Patrick Wang focuses the image in a way that allows the viewer to imagine the other spaces not shown on screen. He also carefully selects each frame to reveal or obscure what is relevant to each moment. I have no other term for it but 360 degree acting. And included in this acting ensemble are architecture, objects, sounds, the movement of dust.
What startles too is the amount of time taken to get to know people. I can tell that the actors know this time will be taken, that their portraits will unfold in a more natural way because I saw them relax and actually find responses that at times startled them (themselves). Perhaps this is the greatest homage to actors an actor/ director/ writer can give.
In the accumulation of moments, I felt like I knew this house, I knew what it was to spend time with these people, with this young boy 'Chip', and so when moments such as the trial opened up or we see Joey (Wang)'s shoulders and back of head while he's making a book, emotion came up in me in a subtler way. My experience was less one of spectator and more one of someone who was a friend of this character.
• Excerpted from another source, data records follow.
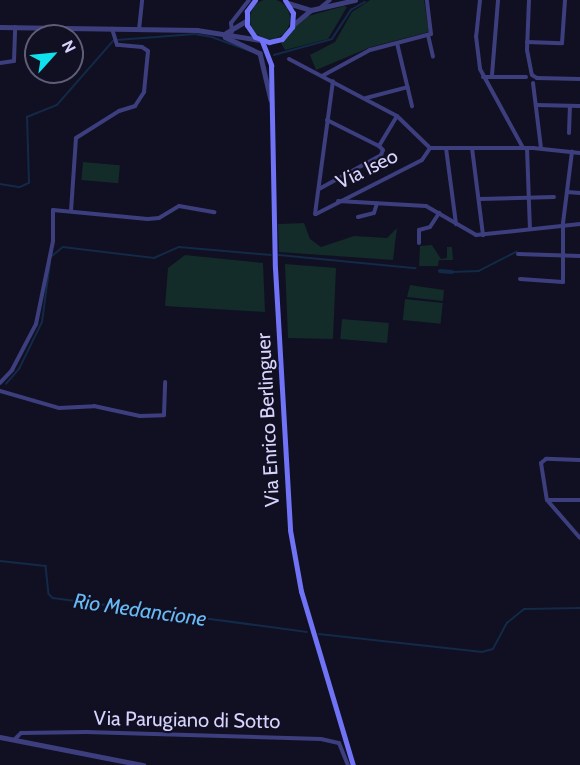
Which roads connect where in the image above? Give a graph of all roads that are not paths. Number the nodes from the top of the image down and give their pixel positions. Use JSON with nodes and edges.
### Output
{"nodes":[{"id":1,"x":142,"y":0,"type":"edge"},
{"id":2,"x":249,"y":0,"type":"edge"},
{"id":3,"x":255,"y":0,"type":"edge"},
{"id":4,"x":330,"y":0,"type":"edge"},
{"id":5,"x":355,"y":0,"type":"edge"},
{"id":6,"x":429,"y":0,"type":"edge"},
{"id":7,"x":480,"y":0,"type":"edge"},
{"id":8,"x":498,"y":0,"type":"edge"},
{"id":9,"x":529,"y":0,"type":"edge"},
{"id":10,"x":566,"y":0,"type":"edge"},
{"id":11,"x":286,"y":2,"type":"edge"},
{"id":12,"x":321,"y":8,"type":"junction"},
{"id":13,"x":311,"y":10,"type":"junction"},
{"id":14,"x":246,"y":21,"type":"junction"},
{"id":15,"x":293,"y":25,"type":"junction"},
{"id":16,"x":0,"y":27,"type":"edge"},
{"id":17,"x":15,"y":27,"type":"junction"},
{"id":18,"x":112,"y":29,"type":"junction"},
{"id":19,"x":139,"y":30,"type":"junction"},
{"id":20,"x":232,"y":32,"type":"junction"},
{"id":21,"x":220,"y":34,"type":"junction"},
{"id":22,"x":428,"y":35,"type":"junction"},
{"id":23,"x":261,"y":40,"type":"junction"},
{"id":24,"x":280,"y":40,"type":"junction"},
{"id":25,"x":526,"y":42,"type":"junction"},
{"id":26,"x":397,"y":43,"type":"junction"},
{"id":27,"x":434,"y":56,"type":"dead end"},
{"id":28,"x":289,"y":59,"type":"dead end"},
{"id":29,"x":0,"y":63,"type":"edge"},
{"id":30,"x":271,"y":65,"type":"junction"},
{"id":31,"x":530,"y":69,"type":"junction"},
{"id":32,"x":492,"y":75,"type":"junction"},
{"id":33,"x":322,"y":76,"type":"junction"},
{"id":34,"x":483,"y":76,"type":"junction"},
{"id":35,"x":526,"y":77,"type":"junction"},
{"id":36,"x":537,"y":78,"type":"junction"},
{"id":37,"x":580,"y":79,"type":"edge"},
{"id":38,"x":333,"y":81,"type":"junction"},
{"id":39,"x":533,"y":83,"type":"junction"},
{"id":40,"x":408,"y":87,"type":"junction"},
{"id":41,"x":366,"y":98,"type":"junction"},
{"id":42,"x":271,"y":100,"type":"junction"},
{"id":43,"x":536,"y":105,"type":"junction"},
{"id":44,"x":412,"y":106,"type":"dead end"},
{"id":45,"x":570,"y":106,"type":"junction"},
{"id":46,"x":580,"y":106,"type":"edge"},
{"id":47,"x":397,"y":117,"type":"junction"},
{"id":48,"x":327,"y":120,"type":"junction"},
{"id":49,"x":569,"y":133,"type":"dead end"},
{"id":50,"x":379,"y":146,"type":"junction"},
{"id":51,"x":430,"y":148,"type":"junction"},
{"id":52,"x":446,"y":148,"type":"junction"},
{"id":53,"x":472,"y":148,"type":"junction"},
{"id":54,"x":525,"y":148,"type":"junction"},
{"id":55,"x":541,"y":148,"type":"junction"},
{"id":56,"x":572,"y":152,"type":"junction"},
{"id":57,"x":580,"y":153,"type":"edge"},
{"id":58,"x":318,"y":189,"type":"junction"},
{"id":59,"x":567,"y":192,"type":"junction"},
{"id":60,"x":580,"y":193,"type":"edge"},
{"id":61,"x":554,"y":197,"type":"dead end"},
{"id":62,"x":529,"y":198,"type":"junction"},
{"id":63,"x":479,"y":199,"type":"junction"},
{"id":64,"x":338,"y":201,"type":"junction"},
{"id":65,"x":377,"y":203,"type":"junction"},
{"id":66,"x":71,"y":211,"type":"junction"},
{"id":67,"x":214,"y":212,"type":"dead end"},
{"id":68,"x":439,"y":213,"type":"junction"},
{"id":69,"x":358,"y":217,"type":"dead end"},
{"id":70,"x":563,"y":223,"type":"junction"},
{"id":71,"x":456,"y":224,"type":"junction"},
{"id":72,"x":580,"y":224,"type":"edge"},
{"id":73,"x":530,"y":228,"type":"junction"},
{"id":74,"x":483,"y":235,"type":"junction"},
{"id":75,"x":419,"y":243,"type":"dead end"},
{"id":76,"x":518,"y":254,"type":"dead end"},
{"id":77,"x":564,"y":256,"type":"junction"},
{"id":78,"x":580,"y":256,"type":"edge"},
{"id":79,"x":520,"y":279,"type":"dead end"},
{"id":80,"x":165,"y":382,"type":"dead end"},
{"id":81,"x":0,"y":383,"type":"edge"},
{"id":82,"x":0,"y":391,"type":"edge"},
{"id":83,"x":580,"y":460,"type":"edge"},
{"id":84,"x":547,"y":500,"type":"junction"},
{"id":85,"x":580,"y":500,"type":"edge"},
{"id":86,"x":580,"y":538,"type":"edge"},
{"id":87,"x":0,"y":737,"type":"edge"},
{"id":88,"x":13,"y":740,"type":"junction"},
{"id":89,"x":143,"y":765,"type":"edge"},
{"id":90,"x":348,"y":765,"type":"edge"},
{"id":91,"x":353,"y":765,"type":"edge"}],
"edges":[{"from":1,"to":19,"type":"street"},
{"from":2,"to":20,"type":"street"},
{"from":3,"to":14,"type":"main road"},
{"from":4,"to":12,"type":"street"},
{"from":5,"to":12,"type":"street"},
{"from":6,"to":22,"type":"street"},
{"from":7,"to":34,"type":"street"},
{"from":8,"to":32,"type":"street"},
{"from":9,"to":25,"type":"street"},
{"from":10,"to":25,"type":"street"},
{"from":11,"to":13,"type":"street"},
{"from":11,"to":15,"type":"main road"},
{"from":12,"to":13,"type":"street"},
{"from":13,"to":15,"type":"street"},
{"from":14,"to":20,"type":"street"},
{"from":14,"to":23,"type":"main road","name":"Via Enrico Berlinguer"},
{"from":15,"to":24,"type":"main road","name":"Via Enrico Berlinguer"},
{"from":16,"to":17,"type":"street"},
{"from":17,"to":18,"type":"street"},
{"from":17,"to":29,"type":"street"},
{"from":18,"to":19,"type":"street"},
{"from":18,"to":66,"type":"street"},
{"from":19,"to":21,"type":"street"},
{"from":20,"to":21,"type":"street"},
{"from":21,"to":23,"type":"street"},
{"from":21,"to":42,"type":"street"},
{"from":22,"to":26,"type":"street"},
{"from":22,"to":27,"type":"street"},
{"from":23,"to":24,"type":"main road"},
{"from":23,"to":30,"type":"main road","name":"Via Enrico Berlinguer"},
{"from":24,"to":30,"type":"main road","name":"Via Enrico Berlinguer"},
{"from":25,"to":31,"type":"street"},
{"from":26,"to":33,"type":"street"},
{"from":26,"to":40,"type":"street"},
{"from":28,"to":33,"type":"street"},
{"from":30,"to":42,"type":"main road","name":"Via Enrico Berlinguer"},
{"from":31,"to":35,"type":"street"},
{"from":31,"to":36,"type":"street"},
{"from":32,"to":34,"type":"street"},
{"from":32,"to":35,"type":"street"},
{"from":33,"to":38,"type":"street"},
{"from":34,"to":54,"type":"street"},
{"from":35,"to":39,"type":"street"},
{"from":36,"to":37,"type":"street"},
{"from":36,"to":39,"type":"street"},
{"from":38,"to":41,"type":"street"},
{"from":38,"to":48,"type":"street"},
{"from":39,"to":43,"type":"street"},
{"from":40,"to":41,"type":"street"},
{"from":40,"to":44,"type":"street"},
{"from":41,"to":47,"type":"street"},
{"from":42,"to":91,"type":"main road","name":"Via Enrico Berlinguer"},
{"from":43,"to":45,"type":"street"},
{"from":43,"to":55,"type":"street"},
{"from":45,"to":46,"type":"street"},
{"from":45,"to":49,"type":"street"},
{"from":47,"to":50,"type":"street"},
{"from":47,"to":51,"type":"street"},
{"from":48,"to":50,"type":"street"},
{"from":48,"to":58,"type":"street"},
{"from":50,"to":58,"type":"street"},
{"from":51,"to":52,"type":"street"},
{"from":51,"to":64,"type":"street","name":"Via Iseo"},
{"from":52,"to":53,"type":"street"},
{"from":52,"to":71,"type":"street"},
{"from":53,"to":54,"type":"street"},
{"from":53,"to":63,"type":"street"},
{"from":54,"to":55,"type":"street"},
{"from":54,"to":62,"type":"street"},
{"from":55,"to":56,"type":"street"},
{"from":56,"to":57,"type":"street"},
{"from":56,"to":59,"type":"street"},
{"from":58,"to":64,"type":"street","name":"Via Iseo"},
{"from":59,"to":60,"type":"street"},
{"from":59,"to":70,"type":"street"},
{"from":61,"to":62,"type":"street"},
{"from":62,"to":63,"type":"street"},
{"from":62,"to":73,"type":"street"},
{"from":63,"to":74,"type":"street"},
{"from":64,"to":65,"type":"street"},
{"from":65,"to":68,"type":"street"},
{"from":65,"to":69,"type":"street"},
{"from":66,"to":67,"type":"street"},
{"from":66,"to":81,"type":"street"},
{"from":68,"to":71,"type":"street"},
{"from":68,"to":75,"type":"street"},
{"from":70,"to":72,"type":"street"},
{"from":70,"to":73,"type":"street"},
{"from":70,"to":77,"type":"street"},
{"from":71,"to":74,"type":"street"},
{"from":73,"to":74,"type":"street"},
{"from":76,"to":77,"type":"street"},
{"from":77,"to":78,"type":"street"},
{"from":77,"to":79,"type":"street"},
{"from":80,"to":82,"type":"street"},
{"from":83,"to":84,"type":"street"},
{"from":84,"to":85,"type":"street"},
{"from":84,"to":86,"type":"street"},
{"from":87,"to":88,"type":"street"},
{"from":88,"to":89,"type":"street"},
{"from":88,"to":90,"type":"street","name":"Via Parugiano di Sotto"}]}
At one point, I did utter aloud in reference to Chip, 'please let him come home' in my living room viewing this film all by myself!
I was reading an interview with Alexander Payne in Film Comment recently and he said something like 'we have no idea yet what a film could be'. I think that Mr. Wang has taken his opportunity and really produced something he himself understands and we all must see. I'm thrilled that the film has been made.